Lezione del prof. Luca Serianni

Splendida lezione del professor Luca Serianni sul tema delle invettive dantesche nella Commedia.
La lezione fa parte di un ciclo di tre incontri, dedicati a tre diversi aspetti della Commedia, che il professor Serianni ha tenuto al Teatro Eliseo di Roma.

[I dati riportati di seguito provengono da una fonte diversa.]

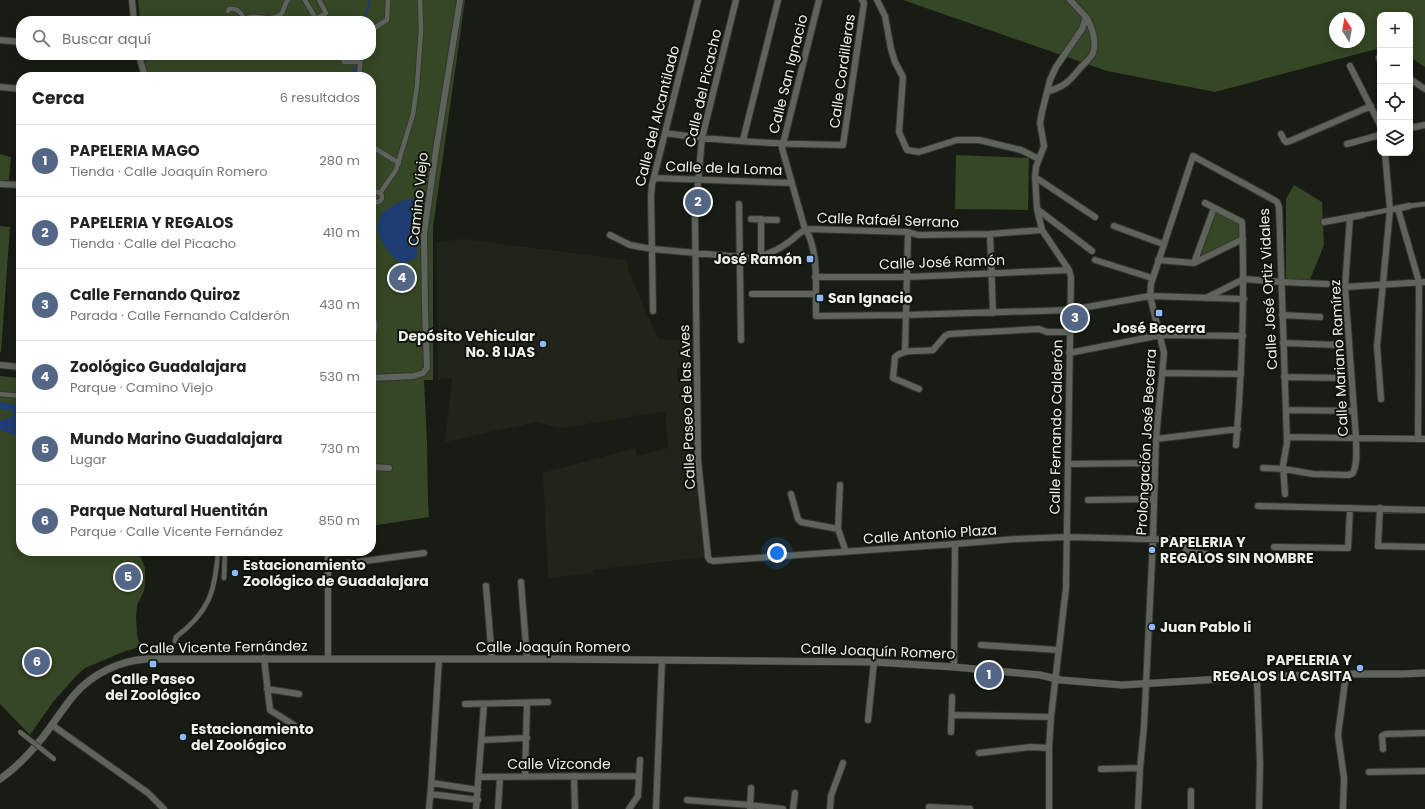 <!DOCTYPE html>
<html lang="es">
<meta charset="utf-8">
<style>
body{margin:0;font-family:Poppins,sans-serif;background:#f6f6f6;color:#222}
.controls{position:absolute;right:12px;top:12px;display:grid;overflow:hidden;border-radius:8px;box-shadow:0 2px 10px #0003}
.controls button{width:36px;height:36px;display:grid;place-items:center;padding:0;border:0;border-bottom:1px solid #e0e0e0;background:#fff;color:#222;font:20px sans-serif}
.compass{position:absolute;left:1329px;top:12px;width:36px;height:36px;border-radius:50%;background:#fff;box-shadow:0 2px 10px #0003;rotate:349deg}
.you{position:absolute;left:777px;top:553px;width:14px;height:14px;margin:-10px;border:3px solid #fff;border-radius:50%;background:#1a73e8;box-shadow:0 0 0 6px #1a73e833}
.badge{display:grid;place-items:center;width:26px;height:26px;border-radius:50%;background:#536685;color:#fff;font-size:13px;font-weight:700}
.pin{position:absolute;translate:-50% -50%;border:2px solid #fff;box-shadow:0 1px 4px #0006}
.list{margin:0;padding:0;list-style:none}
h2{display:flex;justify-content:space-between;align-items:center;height:52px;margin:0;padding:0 16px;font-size:17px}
h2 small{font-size:13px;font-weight:400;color:#767676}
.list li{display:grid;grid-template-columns:26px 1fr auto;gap:12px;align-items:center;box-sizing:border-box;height:72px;padding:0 16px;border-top:1px solid #e0e0e0}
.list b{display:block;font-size:15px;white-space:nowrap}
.list p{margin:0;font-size:13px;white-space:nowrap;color:#767676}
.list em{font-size:13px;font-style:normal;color:#767676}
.icon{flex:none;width:22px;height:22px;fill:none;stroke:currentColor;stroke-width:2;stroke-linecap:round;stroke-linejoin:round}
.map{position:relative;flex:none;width:1425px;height:809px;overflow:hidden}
.search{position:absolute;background:#fff;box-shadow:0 2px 10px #0003;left:16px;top:16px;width:360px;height:44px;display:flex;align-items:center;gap:10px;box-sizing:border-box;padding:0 14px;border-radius:16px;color:#767676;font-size:15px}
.panel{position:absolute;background:#fff;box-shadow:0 2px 10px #0003;left:16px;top:72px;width:360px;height:484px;border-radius:16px}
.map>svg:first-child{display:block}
.built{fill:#1f2519}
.green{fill:#354724;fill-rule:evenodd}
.water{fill:#1e3d72}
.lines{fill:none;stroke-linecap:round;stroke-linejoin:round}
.stream{stroke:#1e3d72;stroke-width:2}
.pedestrian-casing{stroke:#333531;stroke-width:6}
.minor-casing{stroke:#333531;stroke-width:8}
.tertiary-casing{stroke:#333531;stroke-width:8}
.pedestrian{stroke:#5e635b;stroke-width:4.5}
.minor{stroke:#5e635b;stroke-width:6}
.tertiary{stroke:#5e635b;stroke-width:7}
.pedestrian-bridge-casing{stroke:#333531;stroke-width:6;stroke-linecap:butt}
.pedestrian-bridge{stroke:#5e635b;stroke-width:4.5}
.poi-dot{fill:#8fb8fd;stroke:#0f130c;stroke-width:1.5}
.labels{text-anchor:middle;stroke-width:4;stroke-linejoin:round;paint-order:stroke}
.street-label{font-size:14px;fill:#edefea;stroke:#0f130c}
.poi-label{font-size:14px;font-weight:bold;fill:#edefea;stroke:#0f130c;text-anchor:start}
</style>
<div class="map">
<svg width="1425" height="809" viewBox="0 0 1425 809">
<rect width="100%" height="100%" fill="#181c15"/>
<path class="built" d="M464 239 627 260 629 272 658 339 693 341V367L677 368V379L693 378 694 462 704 557 593 570V573L548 578 543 473 635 448 637 456 668 448 665 411 562 428 536 422 445 442 452 378 438 380 436 242Z"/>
<path class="green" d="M138 0H465L433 227V380H424L427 443 428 503 429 517 371 526V77H148L144 55H371V21H140Z
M903 0H1425V67L1410 57V15H1380V48L1215 92 1107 71ZM1335 18H1359V42H1335Z
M0 154 11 157 9 180H0Z
M956 155 1029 158 1028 210 955 209Z
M1294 185 1322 202 1324 245 1309 282 1286 281V199Z
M1214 209 1241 222 1242 238 1196 261Z
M0 226 10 227 1 352H0Z
M0 376 21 378V551H124L141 557 145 568V582L144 591 137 605 136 617 137 635 140 645 136 648 123 652 85 668 77 675 53 702 30 735 0 704Z"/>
<path class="water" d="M418 198 421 201 417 227V257L404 264C398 262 394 258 390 253 379 241 371 222 386 210 389 208 392 207 394 205 403 200 408 199 418 198Z
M0 402 21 406V437L0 430V421L13 416 14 413 11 410H0Z"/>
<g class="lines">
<path class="stream" d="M363 21 367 11 370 0
M355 57V55
M353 77 354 67"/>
<g class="pedestrian-casing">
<path id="pedestrian" d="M305 0 316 19 326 13 319 0
M228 11 229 9C237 8 243 13 244 21
M242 21 244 19C256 12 269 24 281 14 285 10 284 4 288 0
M371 30 387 20 388 0
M340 55 344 62H359
M359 77 361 55
M371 146 399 163
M372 197a5 5 0 1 1 10 0a5 5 0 1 1-10 0Z
M380 193 396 170 413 114 417 86 421 30 420 0
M1409 206 1425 204
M371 211 375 202
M1363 215 1388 210
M371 314C377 323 377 330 371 339
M0 394 21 396
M216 551H225L224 578
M175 641 176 637C209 612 215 592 218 552"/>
</g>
<g class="minor-casing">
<path id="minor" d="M132 0 134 21
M736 0 702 138 695 216 698 460 708 557 710 560 713 561 955 544 1015 539 1067 537 1183 540 1187 552 1206 554
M819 0 782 148 804 226C820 251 815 287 816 316L905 315 1070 310 1150 296 1244 299
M877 0 885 16 891 49 895 62 903 77 899 132 907 150 919 152 957 140H979L1021 150 1039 159
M0 40 21 42
M139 55 145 77
M1379 58H1380
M1350 66 1380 125
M1410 79 1425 89
M0 87 21 89
M1047 92C1065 86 1069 82 1081 67 1085 63 1091 58 1093 53 1097 42 1092 26 1086 17
M1410 128 1425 125
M665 133C724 142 783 144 843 145L864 3 862 0
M1281 134 1284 140 1286 142 1290 141 1371 106
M743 140 778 0
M1347 144 1380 135
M1035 177 1095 217
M654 178 792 183
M0 184 21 185
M1205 203 1242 222C1245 297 1242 371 1236 445
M739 204 741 340
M1037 209 1092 251
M1395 209 1409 206
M1398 209 1419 282 1418 439
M751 219 777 220
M761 219V257
M1324 222 1363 215
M1114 226 1163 244
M990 234 993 313
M610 235 630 245 652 249 751 258C765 256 777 251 789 242 795 238 799 232 807 229L908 232 918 235 990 234 1042 230
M1095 260 1152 278
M1158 260 1194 263 1243 239
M1194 263 1214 208
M815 277H907L1069 270
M1345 287 1425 282
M752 294H816
M1206 298 1244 279 1281 282 1327 284
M653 311 651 196 652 185 698 0
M1282 315 1320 317
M1283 343 1339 345
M905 352 908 232
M1069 353 1161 335 1243 336
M0 365 21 367
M1162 373 1241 374
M1284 377 1341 378
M371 378 414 376 423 373 427 368 425 309 424 234 436 150 460 0
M919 389 893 378 895 357C905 348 921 352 933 350L945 336 949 334 1039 329 1047 332H1070
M1381 399 1377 346 1390 210 1385 153
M1286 410 1354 411
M1287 437 1425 439
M1156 439 1238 429
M1068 464 1155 463
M371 467 389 468
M1263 468 1284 469 1313 474 1349 475 1353 473C1358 463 1356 450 1356 438L1345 287 1350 217
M840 485 838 529 846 552
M791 494 798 519 801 522 838 529
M1088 500 1154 499
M1258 506 1425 510
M1380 508 1378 546 1425 547
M1274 547 1348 548 1350 508
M328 566 424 553
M521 582 527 659
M486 586 492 659
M981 645 1059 650
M264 658 270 710 294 725
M328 659V551
M954 667 955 544
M1256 677 1257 681 1260 764 1259 809
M267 689 299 694
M465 704 548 702
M952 715 1051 717
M868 720 874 662
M52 725 148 793 164 809
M951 732 952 697
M482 740 527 738
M1383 749 1382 736 1386 734 1425 733
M979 753 1031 747 1049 748
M1101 769 1140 768
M1369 772 1425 771
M525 776 527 703
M574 776 575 809
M479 777 639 776
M432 783 478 790
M1191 791V809
M431 794 478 800
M687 800 750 805 783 809
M929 807 970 809
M429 809 431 787 439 659
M476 809 484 704
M498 809 500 777
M629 809 638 796 640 760
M656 809 662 660
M750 809 751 788
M793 809 795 793
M830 809 831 796 843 763
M1049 809V748L1051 717 1066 588 1071 277 1069 270 1042 230 1037 209 1035 177 1036 167 1044 146 1040 123 1042 112 1050 80 1056 67 1082 29 1086 17 1070 0
M1138 809 1140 768 1144 727 1153 539 1156 439 1164 353 1150 296 1151 284 1193 156 1274 200 1277 202 1279 207 1287 443 1283 465 1285 494
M1343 809 1344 778 1338 735 1346 674"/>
</g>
<g class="tertiary-casing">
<path id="tertiary" d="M0 779C16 768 31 752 43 737 54 723 63 708 74 695 92 674 119 661 146 659H544L874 662 954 667 1040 675 1061 680 1122 685 1256 677 1346 674H1401L1425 673"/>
</g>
<use href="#pedestrian" class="pedestrian"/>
<use href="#minor" class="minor"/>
<use href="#tertiary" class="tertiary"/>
<g class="pedestrian-bridge-casing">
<path id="pedestrian-bridge" d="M20 732 54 759"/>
</g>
<use href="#pedestrian-bridge" class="pedestrian-bridge"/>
</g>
<g class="poi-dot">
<rect x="806" y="255" width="8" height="8" rx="2"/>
<rect x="816" y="294" width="8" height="8" rx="2"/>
<rect x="1155" y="309" width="8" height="8" rx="2"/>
<circle cx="543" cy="344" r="4"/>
<circle cx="1152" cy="550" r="4"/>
<circle cx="235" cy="573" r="4"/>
<circle cx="1152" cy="627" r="4"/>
<rect x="149" y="660" width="8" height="8" rx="2"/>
<circle cx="1360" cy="668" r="4"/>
<circle cx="183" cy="737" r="4"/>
</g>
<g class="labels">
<g class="street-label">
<text transform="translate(842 71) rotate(-82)" y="5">Calle Cordilleras</text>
<text transform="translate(788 74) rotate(-76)" y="5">Calle San Ignacio</text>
<text transform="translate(703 88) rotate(-77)" y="5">Calle del Picacho</text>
<text transform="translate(657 116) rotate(-76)" y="5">Calle del Alcantilado</text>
<text transform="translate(724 168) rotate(2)" y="5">Calle de la Loma</text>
<text transform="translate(418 199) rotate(-84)" y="5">Camino Viejo</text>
<text transform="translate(888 220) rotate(2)" y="5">Calle Rafaél Serrano</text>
<text transform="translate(942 262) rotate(-2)" y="5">Calle José Ramón</text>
<text transform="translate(1268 289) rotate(-93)" y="5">Calle José Ortiz Vidales</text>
<text transform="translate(1339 358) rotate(-93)" y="5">Calle Mariano Ramírez</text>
<text transform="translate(687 407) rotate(-92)" y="5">Calle Paseo de las Aves</text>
<text transform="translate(1056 427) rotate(-89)" y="5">Calle Fernando Calderón</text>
<text transform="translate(1146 442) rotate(-87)" y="5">Prolongación José Becerra</text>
<text transform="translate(930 534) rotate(-4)" y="5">Calle Antonio Plaza</text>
<text transform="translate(223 647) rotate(-1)" y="5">Calle Vicente Fernández</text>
<text x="553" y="652">Calle Joaquín Romero</text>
<text transform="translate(878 651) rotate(2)" y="5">Calle Joaquín Romero</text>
<text x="559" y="769">Calle Vizconde</text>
</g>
<g class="poi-label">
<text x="802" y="264" text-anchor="end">José Ramón</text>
<text x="828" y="303">San Ignacio</text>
<text x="1159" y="333" text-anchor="middle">José Becerra</text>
<text x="535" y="341" text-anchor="end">Depósito Vehicular<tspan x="535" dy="16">No. 8 IJAS</tspan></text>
<text x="1160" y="547">PAPELERIA Y<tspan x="1160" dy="16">REGALOS SIN NOMBRE</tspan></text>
<text x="243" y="570">Estacionamiento<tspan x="243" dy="16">Zoológico de Guadalajara</tspan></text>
<text x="1160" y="632">Juan Pablo Ii</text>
<text x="1352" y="665" text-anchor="end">PAPELERIA Y<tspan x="1352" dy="16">REGALOS LA CASITA</tspan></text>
<text x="153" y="684" text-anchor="middle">Calle Paseo<tspan x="153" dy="16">del Zoológico</tspan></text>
<text x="191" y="734">Estacionamiento<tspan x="191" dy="16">del Zoológico</tspan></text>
</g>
</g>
</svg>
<div class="controls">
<button>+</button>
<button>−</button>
<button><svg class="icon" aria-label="locate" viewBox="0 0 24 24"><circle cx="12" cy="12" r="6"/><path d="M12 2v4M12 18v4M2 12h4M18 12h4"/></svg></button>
<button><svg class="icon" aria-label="layers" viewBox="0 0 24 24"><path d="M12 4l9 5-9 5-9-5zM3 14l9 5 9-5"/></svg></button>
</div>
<svg class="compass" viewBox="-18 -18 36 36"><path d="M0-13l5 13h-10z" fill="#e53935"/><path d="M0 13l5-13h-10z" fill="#767676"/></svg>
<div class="you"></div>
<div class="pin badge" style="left:989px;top:675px">1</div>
<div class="pin badge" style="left:698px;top:202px">2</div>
<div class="pin badge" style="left:1075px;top:318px">3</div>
<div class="pin badge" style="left:402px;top:278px">4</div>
<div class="pin badge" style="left:128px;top:577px">5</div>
<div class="pin badge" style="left:37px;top:662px">6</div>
<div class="search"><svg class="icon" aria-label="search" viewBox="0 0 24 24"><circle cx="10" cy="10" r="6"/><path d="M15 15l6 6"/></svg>Buscar aquí</div>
<section class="panel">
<h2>Cerca<small>6 resultados</small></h2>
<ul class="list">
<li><span class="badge">1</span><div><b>PAPELERIA MAGO</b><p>Tienda · Calle Joaquín Romero</p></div><em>280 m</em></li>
<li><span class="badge">2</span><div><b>PAPELERIA Y REGALOS</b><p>Tienda · Calle del Picacho</p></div><em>410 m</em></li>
<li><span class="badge">3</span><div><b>Calle Fernando Quiroz</b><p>Parada · Calle Fernando Calderón</p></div><em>430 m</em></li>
<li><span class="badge">4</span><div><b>Zoológico Guadalajara</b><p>Parque · Camino Viejo</p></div><em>530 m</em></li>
<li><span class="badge">5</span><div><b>Mundo Marino Guadalajara</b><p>Lugar</p></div><em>730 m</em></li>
<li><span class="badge">6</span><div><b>Parque Natural Huentitán</b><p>Parque · Calle Vicente Fernández</p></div><em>850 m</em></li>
</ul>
</section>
</div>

Pubblicato da Teatro Eliseo su Lunedì 15 ottobre 2018

Pubblicato da Teatro Eliseo su Lunedì 15 ottobre 2018

Dante e la visione di Dio

Nel XXXIII del Paradiso Dante si trova nell’Empireo, dove grazie alla preghiera di San Bernardo alla Vergine e alla di lei intercessione, è finalmente pronto alla visione di Dio. Il Poeta ammette l’insufficienza della sua lingua a descrivere tale ineffabile visione (“Da quinci innanzi il mio veder fu maggio/ che ‘l parlar mostra, ch’a tal vista cede,/e cede la memoria a tanto oltraggio. Par.XXXIII, vv. 55-57). Dio appare al Poeta pellegrino come un punto luminoso (luce etterna, ivi, v. 83) nel cui vede racchiuso tutto l’Universo. Nel descrivere questa visione Dante crea una delle sue più celebri terzine e sicuramente una delle più alte -forse la più alta?- e compiute descrizioni della visione di Dio della letteratura di ogni tempo; nella profondità della luce divina egli vede, legato come fogli in unico volume, tutto ciò che per l’Universo a noi appare sparso:

“Nel suo profondo vidi che s’interna,
legato con amore in un volume,
ciò che per l’universo si squaderna.”

(Paradiso XXXIII, vv. 85- 87)

Simone Salvi

Un breve chiarimento a proposito della “modernità” di Dante

Quello della modernità di Dante è un aspetto del Poeta spesso abusato e utilizzato in modo improprio. Dante e la Commedia sono certamente moderni, talvolta persino contemporanei, per molti aspetti, sia di pensiero che linguistici. La Commedia è contemporanea dal punto di vista lessicale: come ha evidenziato uno studio del professor Tullio De Mauro, circa il novanta per cento delle parole fondamentali di uso corrente nella lingua italiana (si tratta di circa duemila vocaboli) erano già presenti nella poesia del Trecento e in particolare nella Commedia. In Dante uomo si possono cogliere, e dovremmo farne tesoro, la passione civile, l’impegno, la partecipazione politica, una sensibilità d’animo verso certi sentimenti che accompagnano l’uomo fin dalla sua esistenza. Ma in termini di formazione culturale il Poeta era un uomo profondamente del suo tempo. La sua cultura era fortemente intrisa dei concetti filosofici e scientifici, teologici e quindi morali, dell’epoca. Volere a tutti i costi attualizzare Dante è un errore che può rendere ridicoli. Quando non si è in grado di distinguere l’economia del contado fiorentino di fine Duecento dall’economia dell’Europa di oggi, dovremmo evitare di coinvolgere il Sommo Poeta in analisi sconclusionate ed errate che avrebbero il solo scopo di strumentalizzare quella che è forse la cima più alta della letteratura mondiale di ogni tempo a fini di propaganda politica contemporanea. E ricordiamoci che Dante fu esule e migrante, e che in questa condizione scrisse il suo capolavoro.